((

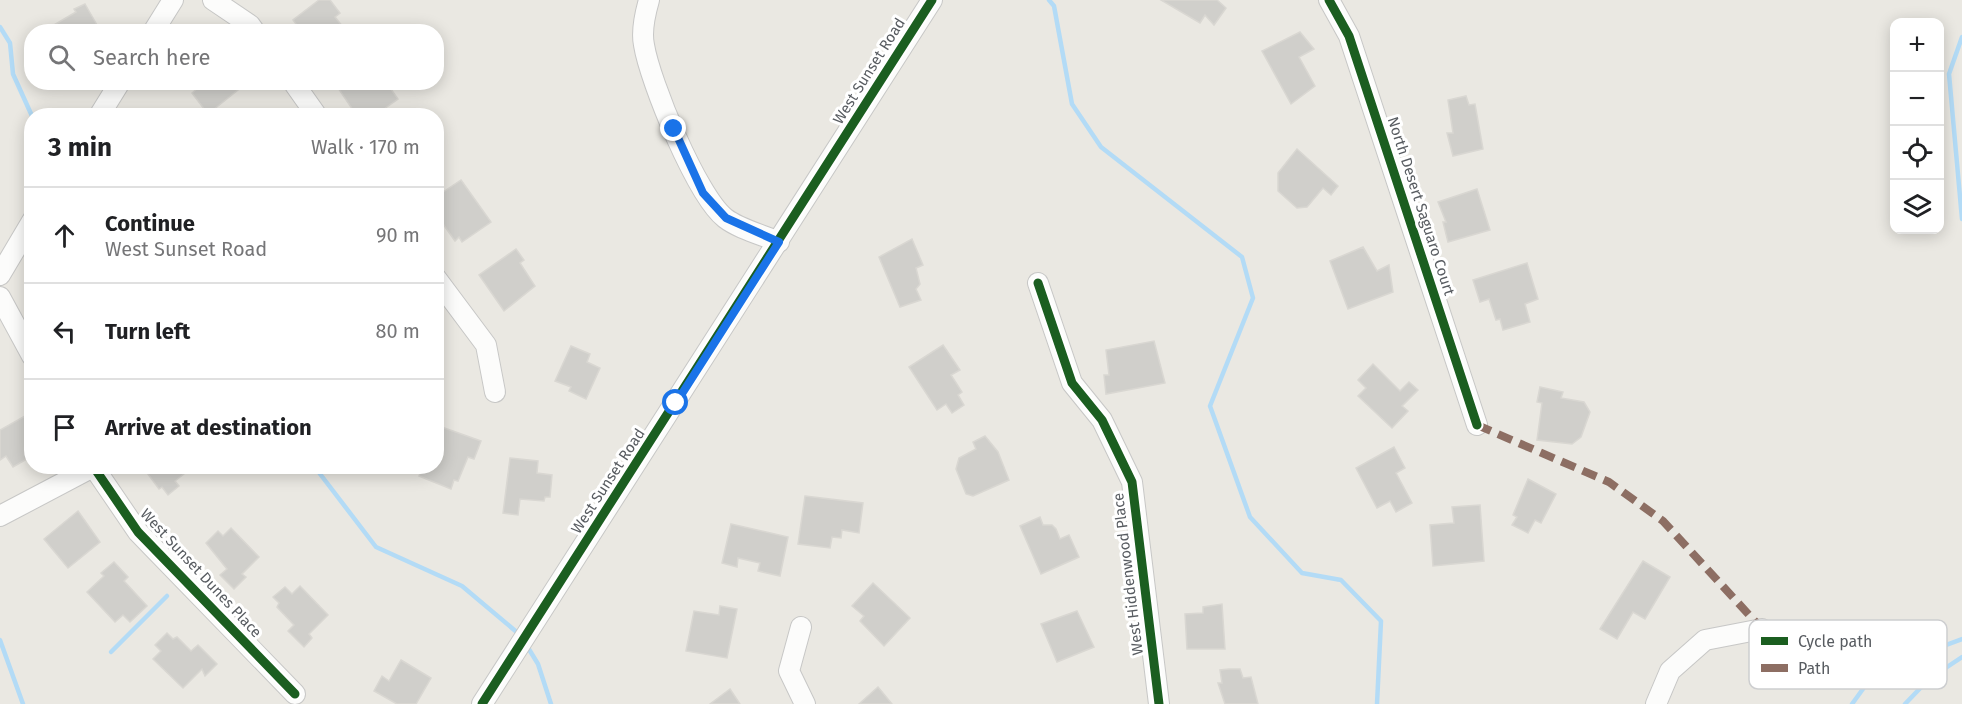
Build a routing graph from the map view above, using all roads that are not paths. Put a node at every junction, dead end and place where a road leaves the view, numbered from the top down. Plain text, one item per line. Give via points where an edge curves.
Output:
1 (172, 0) edge
2 (213, 0) edge
3 (649, 0) edge
4 (932, 0) edge
5 (1329, 0) edge
6 (158, 24) edge
7 (249, 24) edge
8 (115, 90) edge
9 (299, 90) edge
10 (104, 108) edge
11 (311, 108) edge
12 (24, 234) edge
13 (779, 242) junction
14 (0, 275) edge
15 (1038, 283) dead end
16 (444, 289) edge
17 (0, 297) edge
18 (24, 341) edge
19 (495, 392) dead end
20 (1477, 425) dead end
21 (80, 474) edge
22 (98, 474) edge
23 (0, 516) edge
24 (801, 627) dead end
25 (1749, 632) edge
26 (295, 694) dead end
27 (482, 704) edge
28 (805, 704) edge
29 (1159, 704) edge
30 (1656, 704) edge

1 - 6 street
2 - 7 street
3 - 13 street via 643,42 649,67 703,193 726,218
4 - 13 street, West Sunset Road
5 - 20 street, North Desert Saguaro Court via 1349,36
8 - 10 street
9 - 11 street
12 - 14 street
13 - 27 street, West Sunset Road
15 - 29 street, West Hiddenwood Place via 1072,382 1102,420 1132,482
16 - 19 street via 486,345
17 - 18 street
21 - 23 street
22 - 26 street, West Sunset Dunes Place via 138,532
24 - 28 street via 789,671
25 - 30 street via 1705,640 1670,671

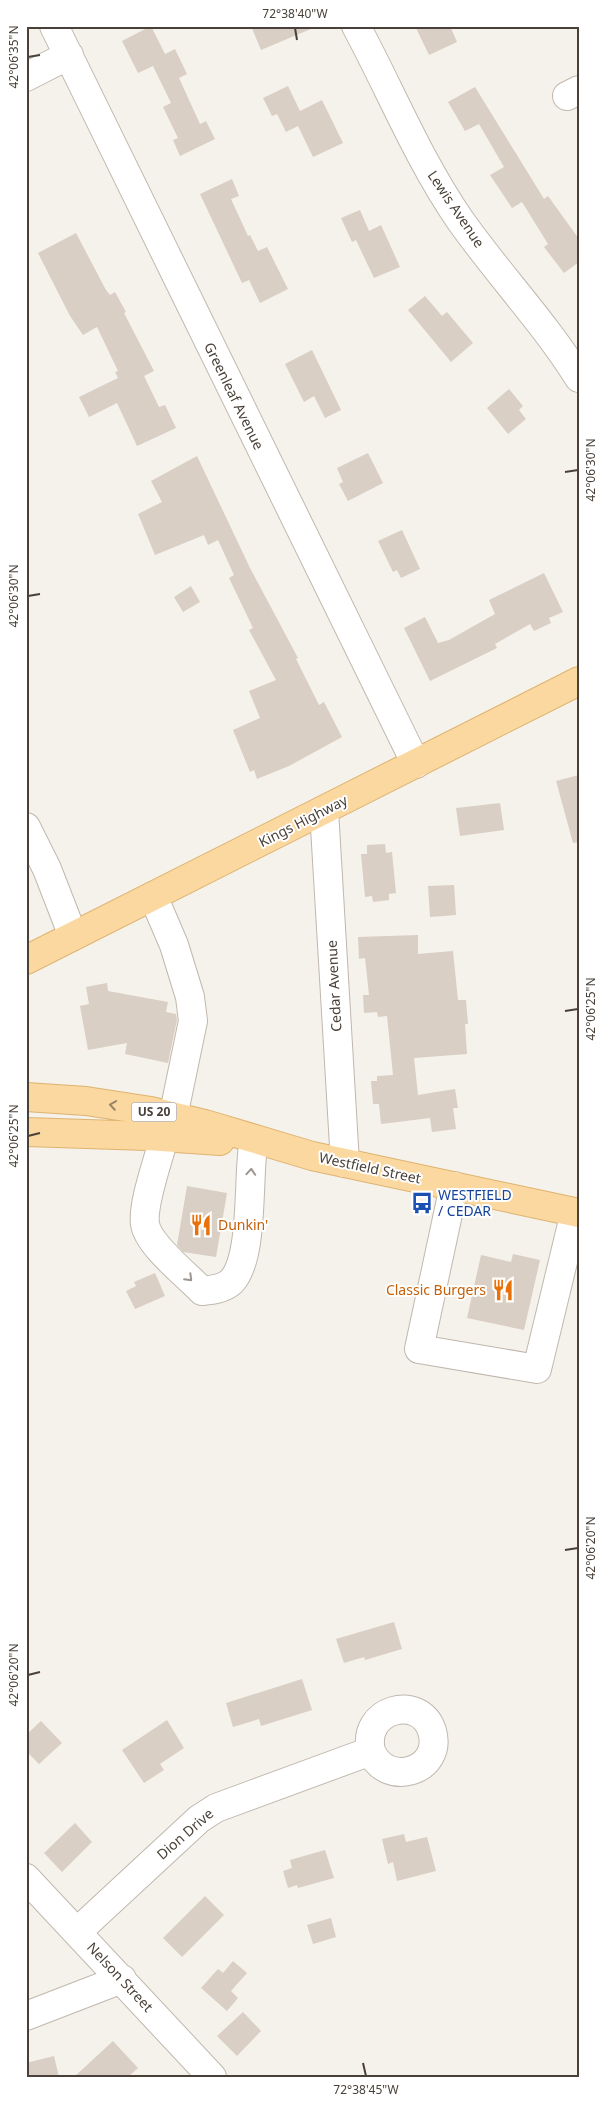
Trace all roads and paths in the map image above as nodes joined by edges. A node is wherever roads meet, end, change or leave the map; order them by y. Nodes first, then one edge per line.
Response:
1 (54, 26) edge
2 (356, 26) edge
3 (69, 55) junction
4 (26, 77) edge
5 (579, 378) edge
6 (579, 681) edge
7 (416, 764) junction
8 (324, 810) junction
9 (26, 827) edge
10 (153, 896) junction
11 (73, 936) junction
12 (26, 960) edge
13 (26, 1097) edge
14 (168, 1127) junction
15 (26, 1132) edge
16 (262, 1143) junction
17 (345, 1162) junction
18 (454, 1186) junction
19 (577, 1212) edge
20 (371, 1751) dead end
21 (26, 1878) edge
22 (77, 1932) junction
23 (122, 1979) junction
24 (26, 2016) edge
25 (212, 2077) edge

1 - 3 street, Greenleaf Avenue
2 - 5 street, Lewis Avenue
3 - 4 street
3 - 7 street, Greenleaf Avenue
6 - 7 main road, Kings Highway
7 - 8 main road, Kings Highway
8 - 10 main road, Kings Highway
8 - 17 street, Cedar Avenue
9 - 11 street
10 - 11 main road, Kings Highway
10 - 14 street
11 - 12 main road, Kings Highway
14 -> 13 main road, Westfield Street / US 20
14 - 15 main road, Westfield Street / US 20
14 - 16 main road, Westfield Street / US 20
14 -> 16 street
16 - 17 main road, Westfield Street / US 20
17 - 18 main road, Westfield Street / US 20
18 - 19 main road, Westfield Street / US 20
18 - 19 street
20 - 22 street, Dion Drive
21 - 22 street, Nelson Street
22 - 23 street, Nelson Street
23 - 24 street
23 - 25 street, Nelson Street

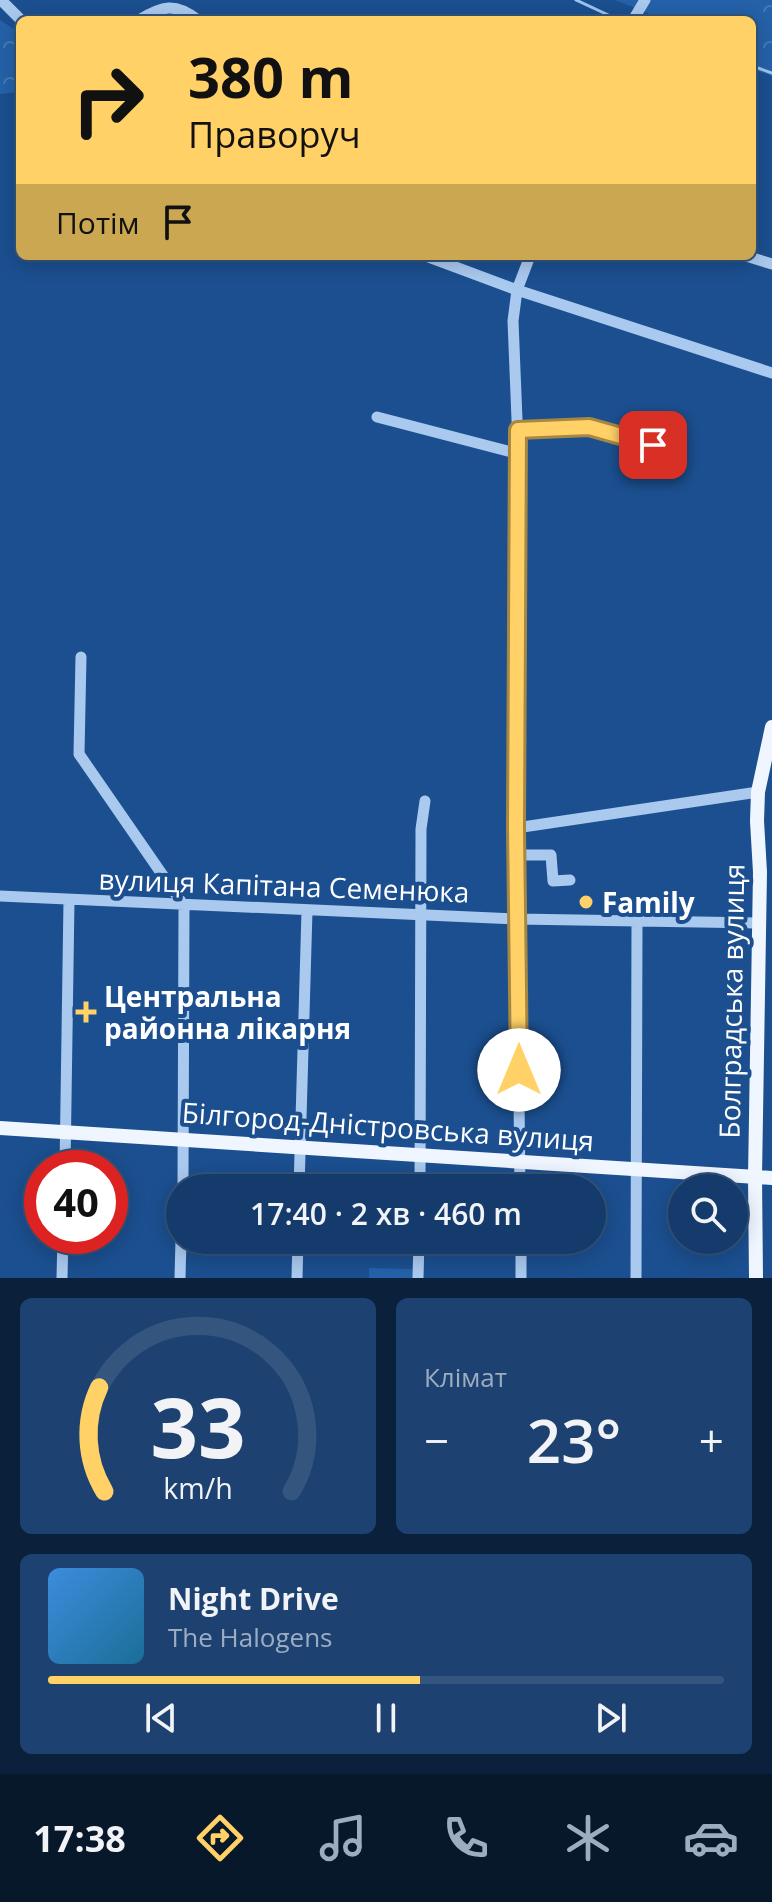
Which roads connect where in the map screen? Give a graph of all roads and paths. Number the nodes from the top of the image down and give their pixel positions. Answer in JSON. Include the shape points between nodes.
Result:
{"nodes":[{"id":1,"x":1,"y":0,"type":"edge"},
{"id":2,"x":17,"y":16,"type":"edge"},
{"id":3,"x":148,"y":16,"type":"edge"},
{"id":4,"x":192,"y":16,"type":"edge"},
{"id":5,"x":437,"y":260,"type":"edge"},
{"id":6,"x":528,"y":260,"type":"edge"},
{"id":7,"x":517,"y":290,"type":"junction"},
{"id":8,"x":772,"y":373,"type":"edge"},
{"id":9,"x":377,"y":417,"type":"dead end"},
{"id":10,"x":518,"y":430,"type":"junction"},
{"id":11,"x":653,"y":445,"type":"dead end"},
{"id":12,"x":519,"y":454,"type":"junction"},
{"id":13,"x":81,"y":657,"type":"dead end"},
{"id":14,"x":772,"y":727,"type":"edge"},
{"id":15,"x":758,"y":792,"type":"junction"},
{"id":16,"x":425,"y":801,"type":"dead end"},
{"id":17,"x":516,"y":828,"type":"junction"},
{"id":18,"x":517,"y":855,"type":"junction"},
{"id":19,"x":766,"y":872,"type":"edge"},
{"id":20,"x":570,"y":880,"type":"dead end"},
{"id":21,"x":0,"y":896,"type":"edge"},
{"id":22,"x":69,"y":900,"type":"junction"},
{"id":23,"x":184,"y":906,"type":"junction"},
{"id":24,"x":307,"y":911,"type":"junction"},
{"id":25,"x":421,"y":915,"type":"junction"},
{"id":26,"x":517,"y":919,"type":"junction"},
{"id":27,"x":637,"y":923,"type":"junction"},
{"id":28,"x":759,"y":923,"type":"junction"},
{"id":29,"x":0,"y":1128,"type":"edge"},
{"id":30,"x":66,"y":1132,"type":"junction"},
{"id":31,"x":184,"y":1138,"type":"junction"},
{"id":32,"x":300,"y":1147,"type":"junction"},
{"id":33,"x":66,"y":1150,"type":"edge"},
{"id":34,"x":421,"y":1155,"type":"junction"},
{"id":35,"x":520,"y":1160,"type":"junction"},
{"id":36,"x":634,"y":1170,"type":"junction"},
{"id":37,"x":183,"y":1174,"type":"edge"},
{"id":38,"x":299,"y":1174,"type":"edge"},
{"id":39,"x":420,"y":1174,"type":"edge"},
{"id":40,"x":520,"y":1174,"type":"edge"},
{"id":41,"x":755,"y":1177,"type":"junction"},
{"id":42,"x":772,"y":1178,"type":"edge"},
{"id":43,"x":63,"y":1254,"type":"edge"},
{"id":44,"x":181,"y":1254,"type":"edge"},
{"id":45,"x":298,"y":1254,"type":"edge"},
{"id":46,"x":419,"y":1254,"type":"edge"},
{"id":47,"x":521,"y":1254,"type":"edge"},
{"id":48,"x":62,"y":1278,"type":"edge"},
{"id":49,"x":180,"y":1278,"type":"edge"},
{"id":50,"x":297,"y":1278,"type":"edge"},
{"id":51,"x":418,"y":1278,"type":"edge"},
{"id":52,"x":521,"y":1278,"type":"edge"},
{"id":53,"x":636,"y":1278,"type":"edge"},
{"id":54,"x":756,"y":1278,"type":"edge"}],
"edges":[{"from":1,"to":2,"type":"street"},
{"from":3,"to":4,"type":"street","via":[[168,7]]},
{"from":5,"to":7,"type":"street"},
{"from":6,"to":7,"type":"street"},
{"from":7,"to":8,"type":"street"},
{"from":7,"to":10,"type":"street","via":[[513,321]]},
{"from":9,"to":12,"type":"street"},
{"from":10,"to":11,"type":"street","via":[[589,427]]},
{"from":10,"to":12,"type":"street"},
{"from":12,"to":17,"type":"street"},
{"from":13,"to":23,"type":"street","via":[[79,754]]},
{"from":14,"to":15,"type":"main road","name":"Болградська вулиця"},
{"from":15,"to":17,"type":"street"},
{"from":15,"to":19,"type":"main road","name":"Болградська вулиця"},
{"from":16,"to":25,"type":"street"},
{"from":17,"to":18,"type":"street"},
{"from":18,"to":20,"type":"street","via":[[551,855],[553,881]]},
{"from":18,"to":26,"type":"street"},
{"from":19,"to":28,"type":"main road","name":"Болградська вулиця"},
{"from":21,"to":22,"type":"street","name":"вулиця Капітана Семенюка"},
{"from":22,"to":23,"type":"street","name":"вулиця Капітана Семенюка"},
{"from":22,"to":30,"type":"street"},
{"from":23,"to":24,"type":"street","name":"вулиця Капітана Семенюка"},
{"from":23,"to":31,"type":"street"},
{"from":24,"to":25,"type":"street","name":"вулиця Капітана Семенюка"},
{"from":24,"to":32,"type":"street"},
{"from":25,"to":26,"type":"street","name":"вулиця Капітана Семенюка"},
{"from":25,"to":34,"type":"street"},
{"from":26,"to":27,"type":"street","name":"вулиця Капітана Семенюка"},
{"from":26,"to":35,"type":"street"},
{"from":27,"to":28,"type":"street","name":"вулиця Капітана Семенюка"},
{"from":27,"to":36,"type":"street"},
{"from":28,"to":41,"type":"main road","name":"Болградська вулиця"},
{"from":29,"to":30,"type":"main road","name":"Білгород-Дністровська вулиця"},
{"from":30,"to":31,"type":"main road","name":"Білгород-Дністровська вулиця"},
{"from":30,"to":33,"type":"street"},
{"from":31,"to":32,"type":"main road","name":"Білгород-Дністровська вулиця"},
{"from":31,"to":37,"type":"street"},
{"from":32,"to":34,"type":"main road","name":"Білгород-Дністровська вулиця"},
{"from":32,"to":38,"type":"street"},
{"from":34,"to":35,"type":"main road","name":"Білгород-Дністровська вулиця"},
{"from":34,"to":39,"type":"street"},
{"from":35,"to":36,"type":"main road","name":"Білгород-Дністровська вулиця"},
{"from":35,"to":40,"type":"street"},
{"from":36,"to":41,"type":"main road","name":"Білгород-Дністровська вулиця"},
{"from":36,"to":53,"type":"street"},
{"from":41,"to":42,"type":"main road","name":"Білгород-Дністровська вулиця"},
{"from":41,"to":54,"type":"main road","name":"Болградська вулиця"},
{"from":43,"to":48,"type":"street"},
{"from":44,"to":49,"type":"street"},
{"from":45,"to":50,"type":"street"},
{"from":46,"to":51,"type":"street"},
{"from":47,"to":52,"type":"street"}]}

))

■ **WORK TO BE COMPLETED**
Nothing but the lines from the start of the records above through the line with "Trace all roads" should be retyped, each exactly as written; leave out all pictures.

■ **TASK ANSWER**
Build a routing graph from the map view above, using all roads that are not paths. Put a node at every junction, dead end and place where a road leaves the view, numbered from the top down. Plain text, one item per line. Give via points where an edge curves.
Output:
1 (172, 0) edge
2 (213, 0) edge
3 (649, 0) edge
4 (932, 0) edge
5 (1329, 0) edge
6 (158, 24) edge
7 (249, 24) edge
8 (115, 90) edge
9 (299, 90) edge
10 (104, 108) edge
11 (311, 108) edge
12 (24, 234) edge
13 (779, 242) junction
14 (0, 275) edge
15 (1038, 283) dead end
16 (444, 289) edge
17 (0, 297) edge
18 (24, 341) edge
19 (495, 392) dead end
20 (1477, 425) dead end
21 (80, 474) edge
22 (98, 474) edge
23 (0, 516) edge
24 (801, 627) dead end
25 (1749, 632) edge
26 (295, 694) dead end
27 (482, 704) edge
28 (805, 704) edge
29 (1159, 704) edge
30 (1656, 704) edge

1 - 6 street
2 - 7 street
3 - 13 street via 643,42 649,67 703,193 726,218
4 - 13 street, West Sunset Road
5 - 20 street, North Desert Saguaro Court via 1349,36
8 - 10 street
9 - 11 street
12 - 14 street
13 - 27 street, West Sunset Road
15 - 29 street, West Hiddenwood Place via 1072,382 1102,420 1132,482
16 - 19 street via 486,345
17 - 18 street
21 - 23 street
22 - 26 street, West Sunset Dunes Place via 138,532
24 - 28 street via 789,671
25 - 30 street via 1705,640 1670,671

Trace all roads and paths in the map image above as nodes joined by edges. A node is wherever roads meet, end, change or leave the map; order them by y. Nodes first, then one edge per line.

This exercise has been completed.